- Born: 2 September 1930
- Died: 23 July 2019
- Occupation: Businessman

= Patrick Sheehy =

British businessman (1930–2019)

Sir Patrick Sheehy (2 September 1930 – 23 July 2019) was a British businessman who was chairman of British American Tobacco.

==Life and career==
Sheehy was born in Rangoon, Burma, the son of John Sheehy, an Irish civil servant, and a mother of Scottish descent. He attended Saint Ignatius' College in Sydney, Australia, followed by Ampleforth College in Yorkshire.

Sheehy joined British American Tobacco as a sales manager in 1950. He was appointed deputy chairman of British American Tobacco in 1976.
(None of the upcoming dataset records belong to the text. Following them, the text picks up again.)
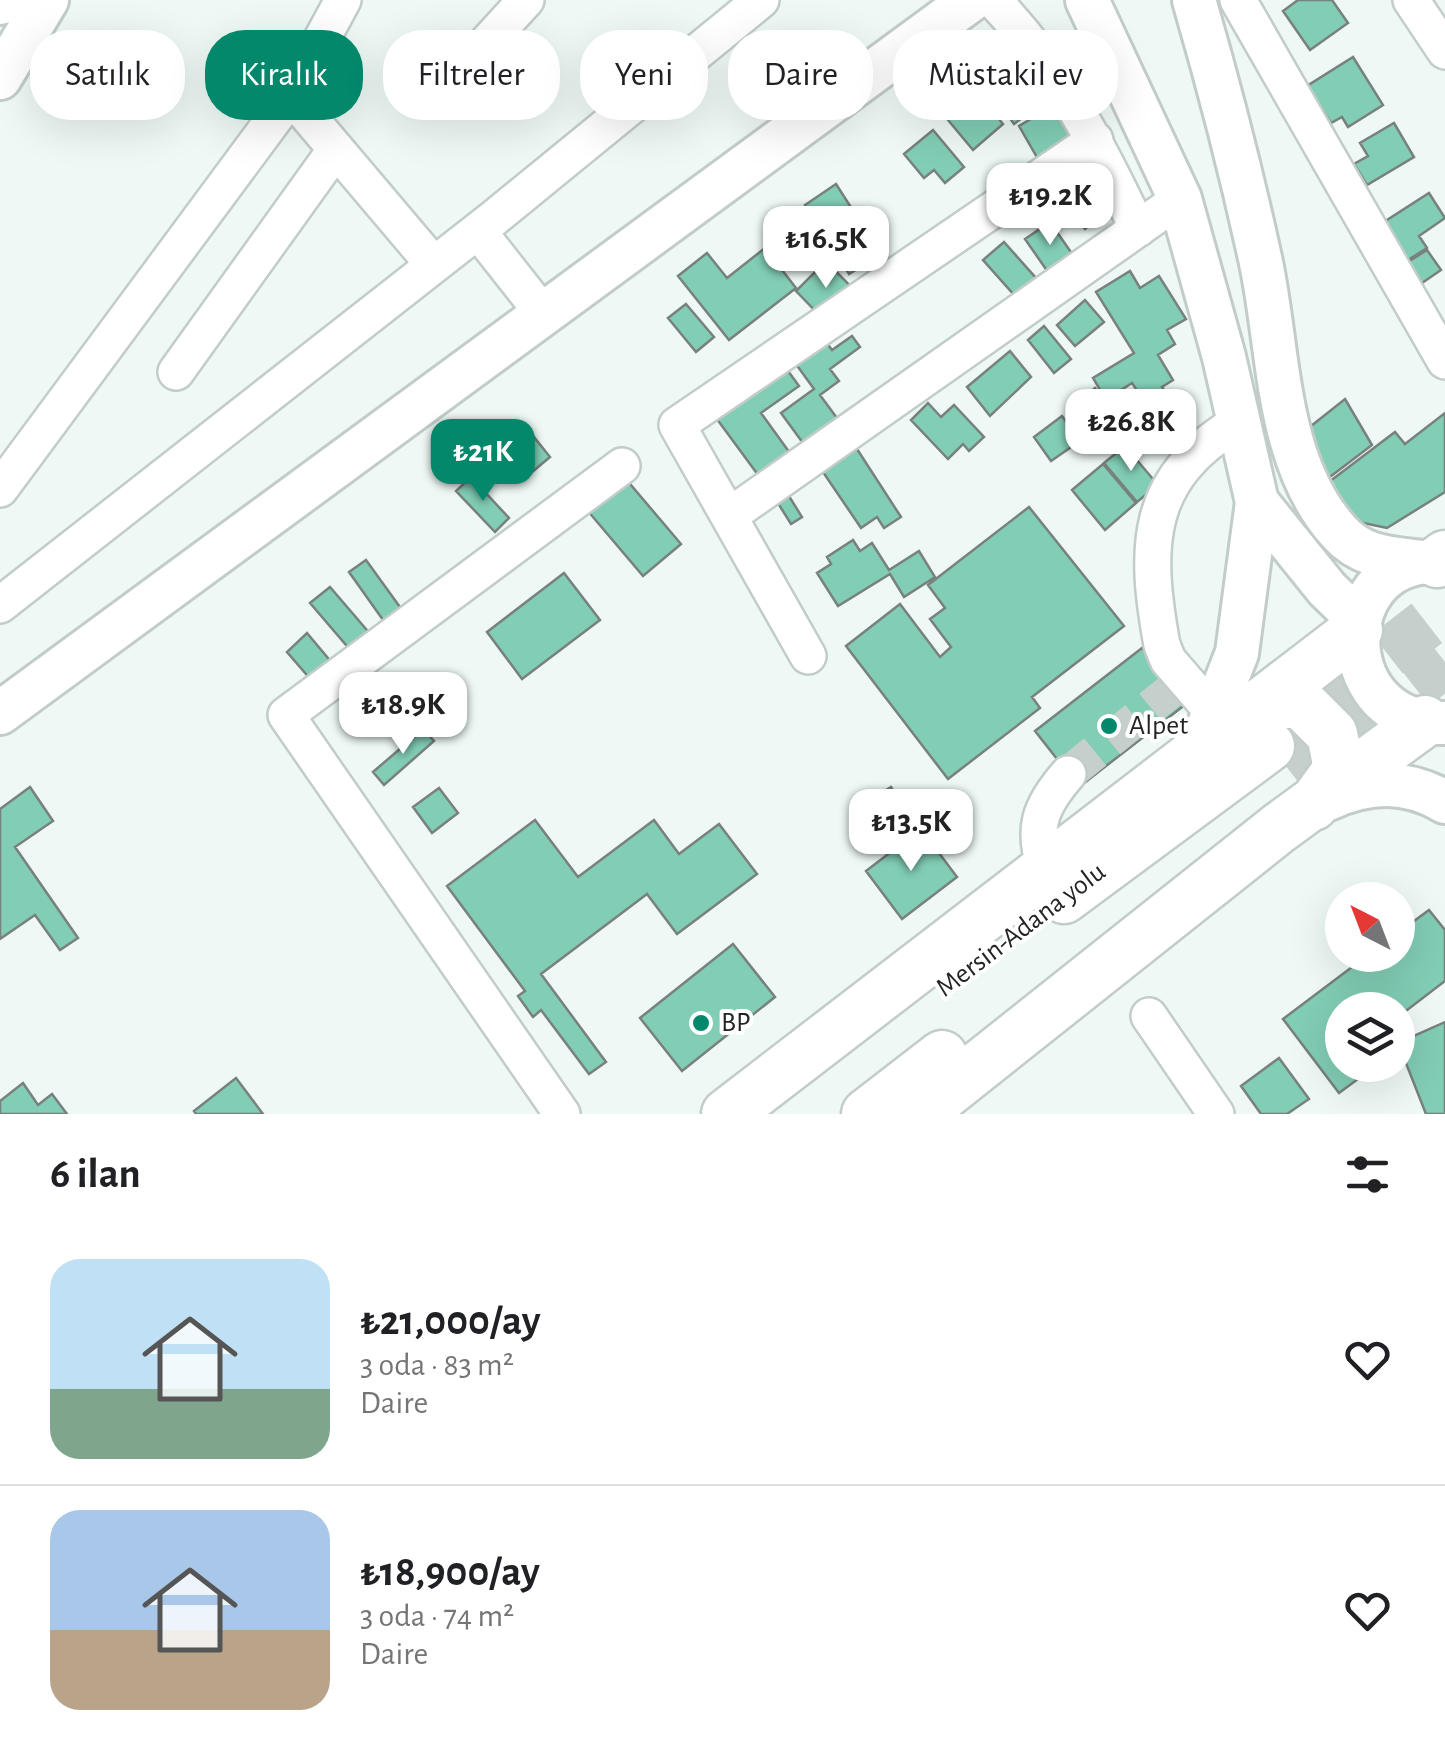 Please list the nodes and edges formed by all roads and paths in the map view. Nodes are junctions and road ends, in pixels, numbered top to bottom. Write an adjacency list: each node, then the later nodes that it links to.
1 (47, 0): 14 (main road)
2 (342, 0): 11 (street)
3 (526, 0): 12 (street)
4 (761, 0): 21 (street)
5 (972, 0): 23 (main road)
6 (993, 0): 17 (street)
7 (1087, 0): 19 (main road)
8 (1194, 0): 31 (main road)
9 (1238, 0): 24 (street)
10 (1411, 0): 13 (street)
11 (326, 30)
12 (498, 30)
13 (1445, 51)
14 (0, 78)
15 (273, 120): 28 (street)
16 (311, 120): 18 (street)
17 (1095, 140): 20 (street); 30 (street)
18 (336, 150): 22 (street); 25 (street)
19 (1180, 199): 20 (street); 26 (main road)
20 (1138, 229): 30 (street)
21 (478, 231): 22 (street); 23 (street)
22 (434, 265): 32 (street)
23 (544, 316): 35 (main road)
24 (1445, 361)
25 (176, 372)
26 (1239, 422): 29 (main road); 37 (street)
27 (622, 466): 42 (street)
28 (0, 489)
29 (1257, 502): 33 (main road); 37 (main road)
30 (729, 516): 34 (street)
31 (1437, 560): 33 (main road)
32 (0, 605)
33 (1359, 625): 36 (main road); 37 (highway)
34 (808, 656)
35 (0, 713)
36 (1439, 725): 37 (highway)
37 (1255, 751): 39 (main road); 40 (highway); 44 (highway, Mersin-Adana yolu); 45 (highway, Mersin-Adana yolu); 46 (highway)
38 (1068, 774): 40 (street)
39 (1445, 802)
40 (1046, 870): 43 (highway)
41 (1149, 1016): 47 (street)
42 (562, 1114)
43 (727, 1114)
44 (774, 1114)
45 (867, 1114)
46 (919, 1114)
47 (1216, 1114)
Sheehy was appointed chairman of British American Tobacco in 1982. As global tobacco sales were growing slowly, Sheehy diversified the business into insurance and financial services, acquiring Eagle Star in 1984, and Allied Dunbar in 1985. Farmers Insurance of the United States was acquired in 1988, to render British American Tobacco as the largest UK-based insurance business. The retail and consumer businesses were sold off following a failed hostile takeover of British American Tobacco in 1989.

He was knighted in the 1991 New Year Honours.

In 1992 he was appointed chairman of the Inquiry into Police Responsibilities and Rewards (known as the Sheehy Inquiry), charged with reviewing police services in the United Kingdom.

Sheehy retired from British American Tobacco in 1995.